Una frase attribuita a Charles Darwin suona più o meno così: “Nella gara per competere tra specie non sopravvive la più forte, la più grande o la più veloce ma solo quella che sa adattarsi meglio”. Che sia stata o meno pronunciata è in dubbio, ma la sostanza del pensiero evoluzionista è ben espressa. Ogni fase storica propone una sfida che ha come esito un mutamento delle gerarchie e l’emergere di nuove forze e di equilibri prima insospettabili. Molto del percorso che attende il Paese ha a che fare con la capacità che dimostreremo di adattarci ed emergere da un evento che, nella sua unicità, non offre percorsi prestabiliti e certezze ma che lascia molto al caso e all’improvvisazione.
I mutamenti sono evidenti in tutto il Paese. Le stazioni e gli aeroporti hanno saracinesche calate che prendono polvere ed i viaggiatori somigliano ad intrepidi esploratori più che a pendolari o manager, gli uffici delle grandi città sono vuoti e tutti sono in smartworking, felici, per ora, di aver trovato un ripiego operativo che eviti la disoccupazione. L’economia legata agli spostamenti, dal turismo alle fiere, non fornisce più clienti e Milano, che pre-Covid ospitava oltre 3,2 milioni di persone al giorno, oggi deve sostenersi con i suoi residenti, che sono circa un terzo.
Che le cose tornino come prima è ininfluente nel medio periodo. La situazione resterà simile per mesi ancora, un po’ per un riflesso condizionato, un po’ per il timore che la ripresa, così come la immaginiamo, ovvero simile al gennaio di quest’anno, possa essere foriera di nuovi problemi. Nel Mezzogiorno il sole estivo porta un profumo di normalità, ma la ripresa di settembre ancora appare lenta e confusa, con i problemi soliti e qualcuno nuovo, compreso quello della disoccupazione e della carenza di investimenti. Ma le proposte del Governo hanno aperto delle strade parzialmente nuove. Solo parzialmente. E l’urgenza di avviare un processo nuovo è oggi talmente pressante che su questo, più che sulle risorse economiche, il Governo stesso verrà misurato. Le cose sono cambiate e tocca noi cambiare. Per anni la finanza pubblica ed il set di norme che regolano i mercati sono state costruite al fine di imbrigliare e limitare le decisioni.
Patti di stabilità, piani di rientro, norme “anti” tutto (dalla corruzione all’inquinamento) hanno messo divieti e limiti spesso draconiani nell’intento di bloccare e limitare condotte dannose, con un esito indiretto. Se da una parte qualche risultato si è visto, questa furia normatrice ha costruito un ambiente ingessato, fatto di limiti e doveri che hanno creato, in più occasioni, una frizione potentissima alle scelte, fino quasi alla paralisi.

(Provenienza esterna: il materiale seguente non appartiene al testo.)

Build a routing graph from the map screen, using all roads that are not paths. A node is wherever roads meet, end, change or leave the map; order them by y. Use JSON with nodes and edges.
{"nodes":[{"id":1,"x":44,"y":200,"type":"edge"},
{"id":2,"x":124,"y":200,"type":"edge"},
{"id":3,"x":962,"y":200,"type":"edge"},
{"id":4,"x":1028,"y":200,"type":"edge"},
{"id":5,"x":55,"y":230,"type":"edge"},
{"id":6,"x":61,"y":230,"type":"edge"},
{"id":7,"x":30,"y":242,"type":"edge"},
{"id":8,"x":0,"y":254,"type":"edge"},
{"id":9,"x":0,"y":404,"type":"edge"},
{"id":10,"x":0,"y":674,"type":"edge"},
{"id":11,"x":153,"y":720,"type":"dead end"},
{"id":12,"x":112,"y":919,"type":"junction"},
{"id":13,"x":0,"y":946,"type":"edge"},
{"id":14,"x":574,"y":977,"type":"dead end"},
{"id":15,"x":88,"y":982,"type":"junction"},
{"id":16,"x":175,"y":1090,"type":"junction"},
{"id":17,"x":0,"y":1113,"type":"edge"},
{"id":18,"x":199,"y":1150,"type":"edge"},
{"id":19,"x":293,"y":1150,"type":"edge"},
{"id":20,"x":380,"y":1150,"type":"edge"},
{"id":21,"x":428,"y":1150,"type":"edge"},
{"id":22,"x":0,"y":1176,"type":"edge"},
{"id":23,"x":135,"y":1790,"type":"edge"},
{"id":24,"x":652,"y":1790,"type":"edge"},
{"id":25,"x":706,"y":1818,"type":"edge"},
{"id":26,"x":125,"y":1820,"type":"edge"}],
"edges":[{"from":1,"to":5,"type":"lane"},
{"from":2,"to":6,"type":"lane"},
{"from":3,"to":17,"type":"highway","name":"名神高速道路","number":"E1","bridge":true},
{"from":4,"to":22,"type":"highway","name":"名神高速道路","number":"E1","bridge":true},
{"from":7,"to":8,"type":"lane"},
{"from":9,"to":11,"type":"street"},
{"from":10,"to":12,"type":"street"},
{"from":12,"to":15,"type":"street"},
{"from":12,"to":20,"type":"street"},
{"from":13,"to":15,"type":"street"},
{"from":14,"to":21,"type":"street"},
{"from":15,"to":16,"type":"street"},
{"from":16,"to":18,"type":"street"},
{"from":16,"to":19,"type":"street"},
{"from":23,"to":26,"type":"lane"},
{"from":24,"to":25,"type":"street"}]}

In pratica si è cucita una camicia di forza ai conti pubblici, alla libertà delle imprese ed alle libertà individuali con l’intento di evitare derive. Quello che si è ottenuto è una Polaroid ingiallita che fotografa un mondo che ora non c’è più. In questo contesto riuscire ad avere la flessibilità per cambiare e per poter adattarsi diventa estremamente complesso. Per due motivi.
Il primo è emozionale. Ancora non si è sedimentata nel Paese la consapevolezza del cambiamento. La speranza che il passato torni è ancora troppo presente. L’altro è la refrattarietà del sistema normativo ai cambiamenti ed alla flessibilità. Dopo anni passati ad ingessare la contabilità degli enti locali e dello Stato, a chiedere il blocco delle grandi opere con norme ad hoc, a sbandierare la rigidità dei controlli, la politica ed i commentatori guardano al futuro con i fantasmi del passato a sussurrargli alle spalle le solite soluzioni.
Perciò è necessario che la semplicità si impadronisca della burocrazia, che la spesa per investimenti sia veloce, che si guardi alla luna del futuro (figlio di riforme strutturali) e non al dito dello status quo che (figlio di un passato ormai obsoleto) altro non è che una mendace narrazione di una mondo che già prima di questa crisi segnava il passo.
Il Paese e larga parte del Mezzogiorno hanno le energie e la vitalità per adattarsi e trovare da soli una strada nuova dello sviluppo, non resta che liberare queste energie ed affidarsi ai talenti piuttosto che sotterrarli sotto un cumulo di legacci.